The funding previously announced by Aurora Cannabis has now received some changes to its terms. The amended agreement appears to be beneficial to the Canadian company that is defining the future of cannabinoids worldwide and the other parties involved.
The amended terms indicate that a syndicate of underwriters, led by Canaccord Genuity and BMO Capital Markets. has agreed to purchase 61.2 million units of the company. Each unit is valued at a price of $2.45, which will result in proceeds of nearly $150 million. It is reported that each unit will be comprised of one warrant for shares of the company’s common stock, as well as one share of common stock.
Each warrant will be exercisable to acquire one share of the company’s common stock for a period of 36 months. The time period will begin to run upon the closing of the offering at an exercise price of $3.20 per warrant share.

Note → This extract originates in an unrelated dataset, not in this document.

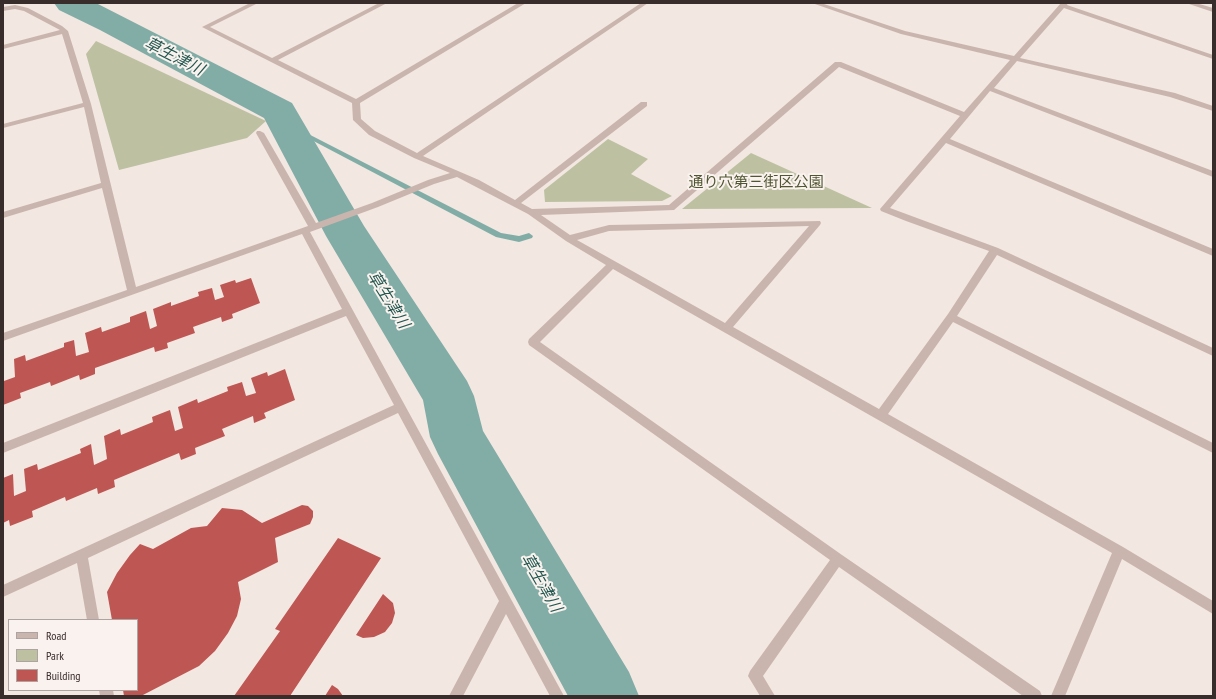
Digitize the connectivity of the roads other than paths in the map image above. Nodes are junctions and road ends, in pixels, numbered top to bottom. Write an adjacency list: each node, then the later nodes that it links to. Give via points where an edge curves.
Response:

Certain cases will be subject to various adjustments. Upon completion of the offering, Aurora Cannabis has granted an option to the Underwriters. The option will be exercisable at the offering price for a period of 30 days. It is intended that they will be able to purchase up to an additional 15% of the offering to cover over-allotments, if any. The option may be exercised for additional units, common shares, warrants or any combination of such securities.
The company has made it clear that the net proceeds from the offering will be used for general corporate purposes. If all goes according to plan, the offering is expected to close mid-week or in the following days. As usual, the transaction will be subject to a number of conditions, including approvals from the Toronto Stock Exchange and the Nasdaq Global Select Market.